• [WORK REQUIRED] An exact transcript of every entry is required, without any of the pictures.
── GIVEN INFORMATION
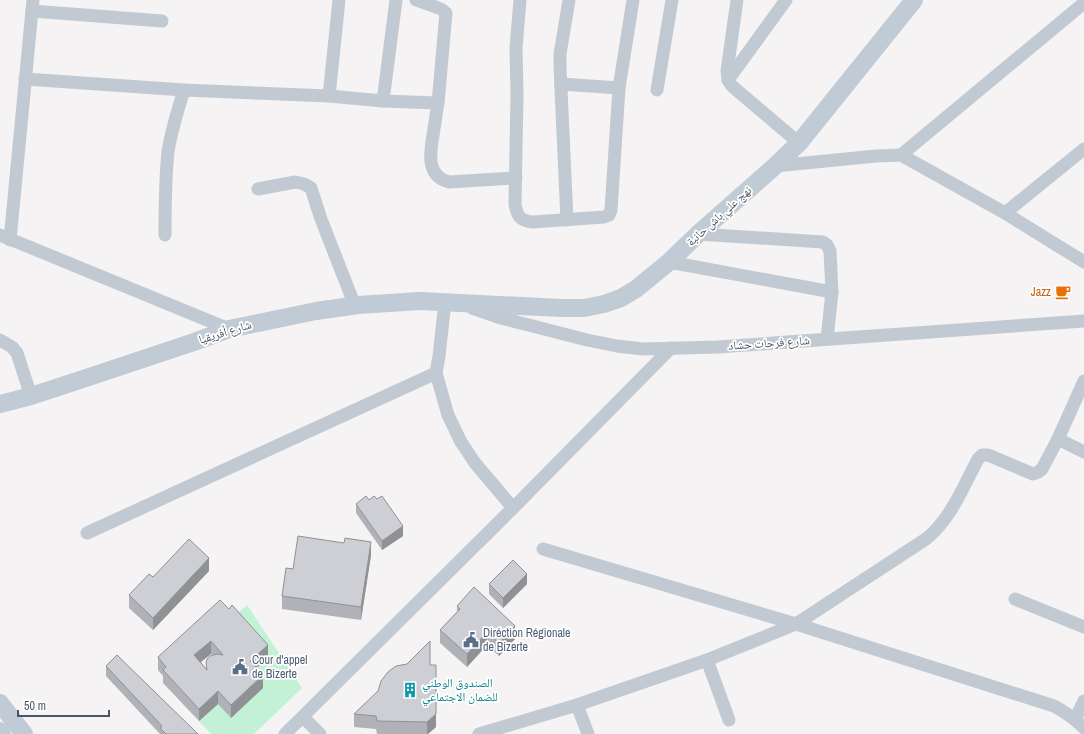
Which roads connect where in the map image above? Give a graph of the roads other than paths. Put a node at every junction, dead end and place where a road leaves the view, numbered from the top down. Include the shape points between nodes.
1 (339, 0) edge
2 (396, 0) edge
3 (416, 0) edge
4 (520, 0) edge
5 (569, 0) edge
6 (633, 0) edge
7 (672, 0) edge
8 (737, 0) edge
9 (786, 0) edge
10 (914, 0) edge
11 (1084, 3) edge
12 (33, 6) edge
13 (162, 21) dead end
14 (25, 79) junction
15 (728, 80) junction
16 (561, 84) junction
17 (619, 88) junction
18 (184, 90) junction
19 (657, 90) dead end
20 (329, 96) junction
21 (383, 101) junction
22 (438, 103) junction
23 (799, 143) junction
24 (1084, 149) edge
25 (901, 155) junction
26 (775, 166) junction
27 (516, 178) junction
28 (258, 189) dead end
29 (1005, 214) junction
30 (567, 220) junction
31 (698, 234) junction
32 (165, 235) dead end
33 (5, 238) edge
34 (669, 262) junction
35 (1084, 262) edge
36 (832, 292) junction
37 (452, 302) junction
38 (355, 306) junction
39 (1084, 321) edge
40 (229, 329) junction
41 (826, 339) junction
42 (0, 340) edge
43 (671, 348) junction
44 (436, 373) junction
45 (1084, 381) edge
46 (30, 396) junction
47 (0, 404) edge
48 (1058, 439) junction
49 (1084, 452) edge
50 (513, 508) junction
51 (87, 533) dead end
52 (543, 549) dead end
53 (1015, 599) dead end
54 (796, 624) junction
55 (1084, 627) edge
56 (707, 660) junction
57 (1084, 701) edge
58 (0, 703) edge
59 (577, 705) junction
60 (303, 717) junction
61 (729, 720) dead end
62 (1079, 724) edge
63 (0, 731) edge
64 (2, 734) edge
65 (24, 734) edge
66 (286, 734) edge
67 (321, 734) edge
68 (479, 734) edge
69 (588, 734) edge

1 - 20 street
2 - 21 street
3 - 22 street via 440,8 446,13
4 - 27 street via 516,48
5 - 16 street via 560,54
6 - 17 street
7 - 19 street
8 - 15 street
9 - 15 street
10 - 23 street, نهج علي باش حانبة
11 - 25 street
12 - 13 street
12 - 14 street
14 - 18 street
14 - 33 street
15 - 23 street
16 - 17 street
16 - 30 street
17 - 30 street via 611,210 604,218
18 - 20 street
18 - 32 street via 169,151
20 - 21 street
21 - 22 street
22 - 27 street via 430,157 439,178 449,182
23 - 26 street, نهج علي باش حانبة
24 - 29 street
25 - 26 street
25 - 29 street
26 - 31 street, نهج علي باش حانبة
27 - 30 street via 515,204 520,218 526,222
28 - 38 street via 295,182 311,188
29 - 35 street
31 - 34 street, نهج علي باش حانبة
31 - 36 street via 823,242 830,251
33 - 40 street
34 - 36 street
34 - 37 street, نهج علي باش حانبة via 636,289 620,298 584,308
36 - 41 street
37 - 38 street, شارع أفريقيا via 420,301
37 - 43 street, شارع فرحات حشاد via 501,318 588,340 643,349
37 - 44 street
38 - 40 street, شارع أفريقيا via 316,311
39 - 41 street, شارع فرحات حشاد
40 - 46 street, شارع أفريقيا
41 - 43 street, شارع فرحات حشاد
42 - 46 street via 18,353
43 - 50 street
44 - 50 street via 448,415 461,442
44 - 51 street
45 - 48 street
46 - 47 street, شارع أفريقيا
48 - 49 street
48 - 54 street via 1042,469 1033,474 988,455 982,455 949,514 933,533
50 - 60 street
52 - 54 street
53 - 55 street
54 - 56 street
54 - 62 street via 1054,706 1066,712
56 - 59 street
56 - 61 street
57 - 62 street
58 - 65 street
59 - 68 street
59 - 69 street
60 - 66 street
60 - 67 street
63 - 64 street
────
• [WRITTEN ANSWER]
Which roads connect where in the map image above? Give a graph of the roads other than paths. Put a node at every junction, dead end and place where a road leaves the view, numbered from the top down. Include the shape points between nodes.
1 (339, 0) edge
2 (396, 0) edge
3 (416, 0) edge
4 (520, 0) edge
5 (569, 0) edge
6 (633, 0) edge
7 (672, 0) edge
8 (737, 0) edge
9 (786, 0) edge
10 (914, 0) edge
11 (1084, 3) edge
12 (33, 6) edge
13 (162, 21) dead end
14 (25, 79) junction
15 (728, 80) junction
16 (561, 84) junction
17 (619, 88) junction
18 (184, 90) junction
19 (657, 90) dead end
20 (329, 96) junction
21 (383, 101) junction
22 (438, 103) junction
23 (799, 143) junction
24 (1084, 149) edge
25 (901, 155) junction
26 (775, 166) junction
27 (516, 178) junction
28 (258, 189) dead end
29 (1005, 214) junction
30 (567, 220) junction
31 (698, 234) junction
32 (165, 235) dead end
33 (5, 238) edge
34 (669, 262) junction
35 (1084, 262) edge
36 (832, 292) junction
37 (452, 302) junction
38 (355, 306) junction
39 (1084, 321) edge
40 (229, 329) junction
41 (826, 339) junction
42 (0, 340) edge
43 (671, 348) junction
44 (436, 373) junction
45 (1084, 381) edge
46 (30, 396) junction
47 (0, 404) edge
48 (1058, 439) junction
49 (1084, 452) edge
50 (513, 508) junction
51 (87, 533) dead end
52 (543, 549) dead end
53 (1015, 599) dead end
54 (796, 624) junction
55 (1084, 627) edge
56 (707, 660) junction
57 (1084, 701) edge
58 (0, 703) edge
59 (577, 705) junction
60 (303, 717) junction
61 (729, 720) dead end
62 (1079, 724) edge
63 (0, 731) edge
64 (2, 734) edge
65 (24, 734) edge
66 (286, 734) edge
67 (321, 734) edge
68 (479, 734) edge
69 (588, 734) edge

1 - 20 street
2 - 21 street
3 - 22 street via 440,8 446,13
4 - 27 street via 516,48
5 - 16 street via 560,54
6 - 17 street
7 - 19 street
8 - 15 street
9 - 15 street
10 - 23 street, نهج علي باش حانبة
11 - 25 street
12 - 13 street
12 - 14 street
14 - 18 street
14 - 33 street
15 - 23 street
16 - 17 street
16 - 30 street
17 - 30 street via 611,210 604,218
18 - 20 street
18 - 32 street via 169,151
20 - 21 street
21 - 22 street
22 - 27 street via 430,157 439,178 449,182
23 - 26 street, نهج علي باش حانبة
24 - 29 street
25 - 26 street
25 - 29 street
26 - 31 street, نهج علي باش حانبة
27 - 30 street via 515,204 520,218 526,222
28 - 38 street via 295,182 311,188
29 - 35 street
31 - 34 street, نهج علي باش حانبة
31 - 36 street via 823,242 830,251
33 - 40 street
34 - 36 street
34 - 37 street, نهج علي باش حانبة via 636,289 620,298 584,308
36 - 41 street
37 - 38 street, شارع أفريقيا via 420,301
37 - 43 street, شارع فرحات حشاد via 501,318 588,340 643,349
37 - 44 street
38 - 40 street, شارع أفريقيا via 316,311
39 - 41 street, شارع فرحات حشاد
40 - 46 street, شارع أفريقيا
41 - 43 street, شارع فرحات حشاد
42 - 46 street via 18,353
43 - 50 street
44 - 50 street via 448,415 461,442
44 - 51 street
45 - 48 street
46 - 47 street, شارع أفريقيا
48 - 49 street
48 - 54 street via 1042,469 1033,474 988,455 982,455 949,514 933,533
50 - 60 street
52 - 54 street
53 - 55 street
54 - 56 street
54 - 62 street via 1054,706 1066,712
56 - 59 street
56 - 61 street
57 - 62 street
58 - 65 street
59 - 68 street
59 - 69 street
60 - 66 street
60 - 67 street
63 - 64 street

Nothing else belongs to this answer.